Don’t we all head back to the trees (or the seas) when stress goes for a spin and begin to take its toll? Doesn’t the feel of the breeze, the smell of the grass, the sound of water running, feel at home in the outdoors?

Setting better boundaries starts here!…

Getting back to nature is one step to ease your emotional distress. It’s amazing how you could find great friends in elements around you whenever disquiet turns exhausting. As extravagant or as simple as you want it to be, there is no need for a footslog far away to some mountain top. Start with few smaller hauls and as you get closer and closer to nature, you’ll find you’re rid of your excessive worries and your innate self is back in gear. You’re no longer bedeviled! Trust me, your best bet to escape from 100 or 1000 worries lies right beyond your garden fence.

And don’t forget to leave your phone at home. A constant stream of notifications and e-mails or the urge to refresh your social media frequently can quickly chip away at your newly found zing!

Image source: pexels.com.

Most meltdowns, I think are rarely catastrophic. They are fixable and never meant to be a 24/7 experience. Yet being constantly surrounded by them feels more like being hunted in a savanna by some wild animal where your stress response is all spooked up to save your life. Your attention is mobilized and riveted, your muscles are strained for a quick sprint and your immune system is racy enough to get you quickly out of danger.

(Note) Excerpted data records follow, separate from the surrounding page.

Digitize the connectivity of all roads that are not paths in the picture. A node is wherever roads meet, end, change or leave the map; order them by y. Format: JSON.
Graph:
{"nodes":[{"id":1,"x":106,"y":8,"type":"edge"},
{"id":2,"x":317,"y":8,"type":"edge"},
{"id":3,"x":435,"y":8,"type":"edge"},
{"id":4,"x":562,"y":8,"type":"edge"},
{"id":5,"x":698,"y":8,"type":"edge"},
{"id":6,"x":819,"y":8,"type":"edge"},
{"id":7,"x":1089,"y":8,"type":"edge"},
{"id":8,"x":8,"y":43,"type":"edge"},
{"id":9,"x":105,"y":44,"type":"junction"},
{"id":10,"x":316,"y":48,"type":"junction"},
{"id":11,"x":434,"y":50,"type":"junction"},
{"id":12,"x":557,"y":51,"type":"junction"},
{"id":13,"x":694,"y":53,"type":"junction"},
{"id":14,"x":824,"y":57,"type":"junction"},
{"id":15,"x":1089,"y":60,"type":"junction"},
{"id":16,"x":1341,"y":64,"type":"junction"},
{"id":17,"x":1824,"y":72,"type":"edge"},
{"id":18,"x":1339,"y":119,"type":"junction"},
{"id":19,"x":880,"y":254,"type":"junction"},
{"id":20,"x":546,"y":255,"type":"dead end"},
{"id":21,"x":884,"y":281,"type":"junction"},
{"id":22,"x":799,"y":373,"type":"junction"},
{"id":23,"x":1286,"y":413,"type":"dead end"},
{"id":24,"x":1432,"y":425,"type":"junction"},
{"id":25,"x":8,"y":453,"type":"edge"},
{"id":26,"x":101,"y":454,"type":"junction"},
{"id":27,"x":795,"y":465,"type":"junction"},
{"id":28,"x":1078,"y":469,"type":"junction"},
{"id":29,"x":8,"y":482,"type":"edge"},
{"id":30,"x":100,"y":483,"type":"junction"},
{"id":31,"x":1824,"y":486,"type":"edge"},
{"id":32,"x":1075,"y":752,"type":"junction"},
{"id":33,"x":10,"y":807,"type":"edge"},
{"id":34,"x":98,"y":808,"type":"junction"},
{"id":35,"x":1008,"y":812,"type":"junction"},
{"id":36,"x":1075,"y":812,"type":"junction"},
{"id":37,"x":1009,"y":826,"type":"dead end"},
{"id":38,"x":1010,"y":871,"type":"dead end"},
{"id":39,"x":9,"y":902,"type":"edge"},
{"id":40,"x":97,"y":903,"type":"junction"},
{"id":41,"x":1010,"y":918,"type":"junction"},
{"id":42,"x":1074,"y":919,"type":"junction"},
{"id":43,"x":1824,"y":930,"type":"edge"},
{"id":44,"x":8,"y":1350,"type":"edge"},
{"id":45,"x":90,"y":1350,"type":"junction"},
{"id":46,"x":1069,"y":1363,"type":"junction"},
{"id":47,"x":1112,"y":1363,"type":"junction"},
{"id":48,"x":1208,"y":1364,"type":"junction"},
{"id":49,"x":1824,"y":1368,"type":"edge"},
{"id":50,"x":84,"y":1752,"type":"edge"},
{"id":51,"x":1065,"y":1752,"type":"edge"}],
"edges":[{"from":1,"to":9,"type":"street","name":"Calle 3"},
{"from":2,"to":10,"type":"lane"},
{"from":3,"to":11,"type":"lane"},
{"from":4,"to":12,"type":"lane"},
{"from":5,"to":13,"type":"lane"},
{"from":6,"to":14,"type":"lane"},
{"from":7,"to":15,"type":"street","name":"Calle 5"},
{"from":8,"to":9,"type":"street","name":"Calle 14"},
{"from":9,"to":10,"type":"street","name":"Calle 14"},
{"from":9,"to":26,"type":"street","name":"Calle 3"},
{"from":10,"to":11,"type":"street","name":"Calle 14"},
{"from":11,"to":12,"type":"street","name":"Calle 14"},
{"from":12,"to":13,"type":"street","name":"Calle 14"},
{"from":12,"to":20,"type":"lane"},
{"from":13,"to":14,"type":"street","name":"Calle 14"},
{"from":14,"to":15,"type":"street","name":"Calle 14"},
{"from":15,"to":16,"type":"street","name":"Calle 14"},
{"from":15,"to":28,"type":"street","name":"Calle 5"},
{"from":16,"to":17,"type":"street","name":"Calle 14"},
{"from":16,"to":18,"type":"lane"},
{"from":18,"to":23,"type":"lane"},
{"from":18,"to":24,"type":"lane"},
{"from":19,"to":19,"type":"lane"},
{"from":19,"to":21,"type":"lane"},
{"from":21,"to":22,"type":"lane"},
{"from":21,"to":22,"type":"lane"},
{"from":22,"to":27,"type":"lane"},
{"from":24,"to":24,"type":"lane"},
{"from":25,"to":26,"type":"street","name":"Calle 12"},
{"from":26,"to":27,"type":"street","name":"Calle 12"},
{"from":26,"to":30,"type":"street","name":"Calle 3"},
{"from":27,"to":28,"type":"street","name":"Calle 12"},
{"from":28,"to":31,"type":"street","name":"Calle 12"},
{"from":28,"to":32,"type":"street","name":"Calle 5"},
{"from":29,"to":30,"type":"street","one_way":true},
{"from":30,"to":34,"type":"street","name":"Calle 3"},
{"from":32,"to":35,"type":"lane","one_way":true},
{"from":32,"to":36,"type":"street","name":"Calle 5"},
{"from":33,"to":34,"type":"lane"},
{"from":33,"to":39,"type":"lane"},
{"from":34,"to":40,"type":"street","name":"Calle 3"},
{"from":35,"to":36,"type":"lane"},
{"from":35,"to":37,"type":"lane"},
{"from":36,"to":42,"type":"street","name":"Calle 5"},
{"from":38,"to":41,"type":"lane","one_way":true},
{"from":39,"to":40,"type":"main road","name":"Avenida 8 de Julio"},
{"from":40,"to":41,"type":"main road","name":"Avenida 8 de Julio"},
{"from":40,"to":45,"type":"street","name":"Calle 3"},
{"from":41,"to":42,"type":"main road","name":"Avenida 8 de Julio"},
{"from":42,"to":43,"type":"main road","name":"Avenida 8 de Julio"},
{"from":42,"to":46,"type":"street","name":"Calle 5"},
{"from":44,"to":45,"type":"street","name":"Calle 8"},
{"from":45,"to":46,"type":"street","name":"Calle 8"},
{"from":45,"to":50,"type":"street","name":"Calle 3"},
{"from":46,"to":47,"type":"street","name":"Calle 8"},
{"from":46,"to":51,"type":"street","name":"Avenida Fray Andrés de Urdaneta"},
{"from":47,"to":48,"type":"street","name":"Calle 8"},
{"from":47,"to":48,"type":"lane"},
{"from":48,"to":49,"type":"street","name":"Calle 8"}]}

This edginess though is usually short lived. In fact you’re stressed in real sense only for five minutes….more like before you die! But even in those few anxious moments it burns into your body, slams your emotional well being and crashes your decision making. It is then that you get tightly wound up and are more likely to react harshly than to respond with reason.

No matter what you choose to purge your guilt or how you decide to go about it, repossessing happiness never happens overnight. It’s only your patience that would make all the difference between a beaten sod and a wishful Pollyanna.

Your takeaway!…

Next whenever you hit a bad trip and are clueless about how to cope with it, find a ray of hope in my playbook; without pre judging anything try your hand for once… something might just work right for you!